(Beginning of The data)
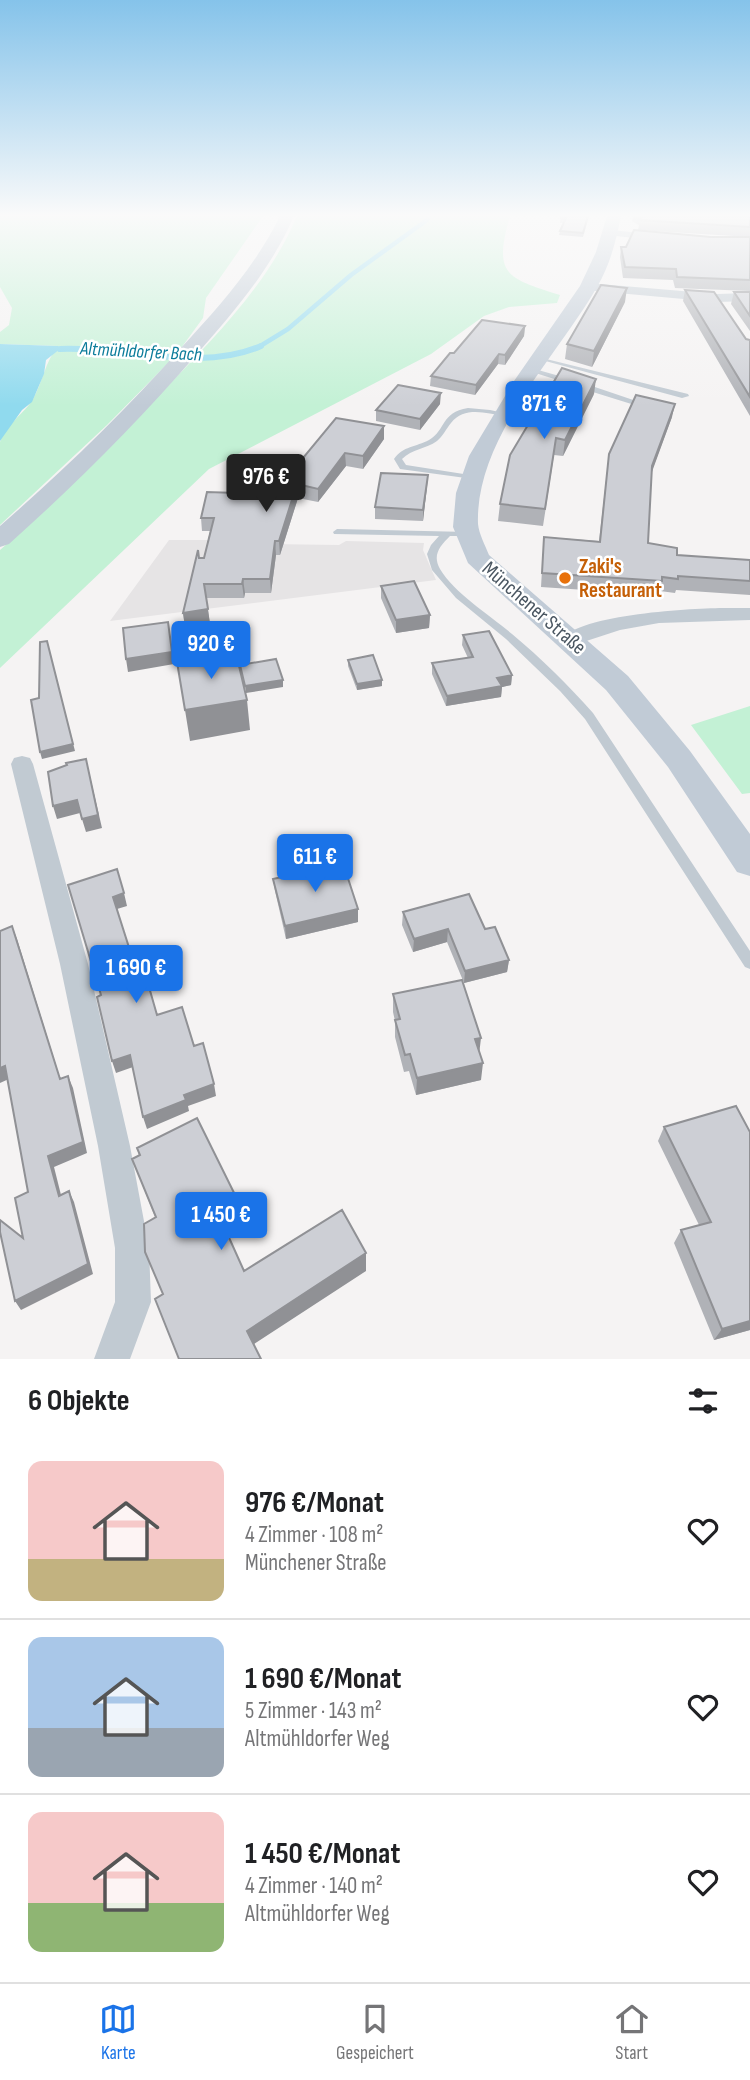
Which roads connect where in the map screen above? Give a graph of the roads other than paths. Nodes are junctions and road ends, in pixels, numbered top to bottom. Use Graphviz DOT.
graph roads {
  1 [pos="249,279"];
  2 [pos="591,279"];
  3 [pos="588,287"];
  4 [pos="750,297"];
  5 [pos="536,364"];
  6 [pos="685,396"];
  7 [pos="658,409"];
  8 [pos="504,414"];
  9 [pos="470,477"];
  10 [pos="337,532"];
  11 [pos="456,534"];
  12 [pos="0,539"];
  13 [pos="750,614"];
  14 [pos="571,640"];
  15 [pos="22,764"];
  16 [pos="750,862"];
  17 [pos="750,964"];
  18 [pos="112,1359"];
  1 -- 12 [label="street"];
  2 -- 3 [label="street, Münchener Straße"];
  3 -- 4 [label="street"];
  3 -- 5 [label="street, Münchener Straße"];
  5 -- 6 [label="lane"];
  5 -- 7 [label="lane"];
  5 -- 8 [label="street, Münchener Straße"];
  8 -- 9 [label="street, Münchener Straße"];
  8 -- 9 [label="lane"];
  9 -- 11 [label="street, Münchener Straße"];
  10 -- 11 [label="lane"];
  11 -- 14 [label="street, Münchener Straße"];
  11 -- 17 [label="lane, Münchener Straße"];
  13 -- 14 [label="street"];
  14 -- 16 [label="street, Münchener Straße"];
  15 -- 18 [label="street"];
}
(End of The data)
Work required -
Every entry above should be restated word for word, with the images left out.

Task output -
Which roads connect where in the map screen above? Give a graph of the roads other than paths. Nodes are junctions and road ends, in pixels, numbered top to bottom. Use Graphviz DOT.
graph roads {
  1 [pos="249,279"];
  2 [pos="591,279"];
  3 [pos="588,287"];
  4 [pos="750,297"];
  5 [pos="536,364"];
  6 [pos="685,396"];
  7 [pos="658,409"];
  8 [pos="504,414"];
  9 [pos="470,477"];
  10 [pos="337,532"];
  11 [pos="456,534"];
  12 [pos="0,539"];
  13 [pos="750,614"];
  14 [pos="571,640"];
  15 [pos="22,764"];
  16 [pos="750,862"];
  17 [pos="750,964"];
  18 [pos="112,1359"];
  1 -- 12 [label="street"];
  2 -- 3 [label="street, Münchener Straße"];
  3 -- 4 [label="street"];
  3 -- 5 [label="street, Münchener Straße"];
  5 -- 6 [label="lane"];
  5 -- 7 [label="lane"];
  5 -- 8 [label="street, Münchener Straße"];
  8 -- 9 [label="street, Münchener Straße"];
  8 -- 9 [label="lane"];
  9 -- 11 [label="street, Münchener Straße"];
  10 -- 11 [label="lane"];
  11 -- 14 [label="street, Münchener Straße"];
  11 -- 17 [label="lane, Münchener Straße"];
  13 -- 14 [label="street"];
  14 -- 16 [label="street, Münchener Straße"];
  15 -- 18 [label="street"];
}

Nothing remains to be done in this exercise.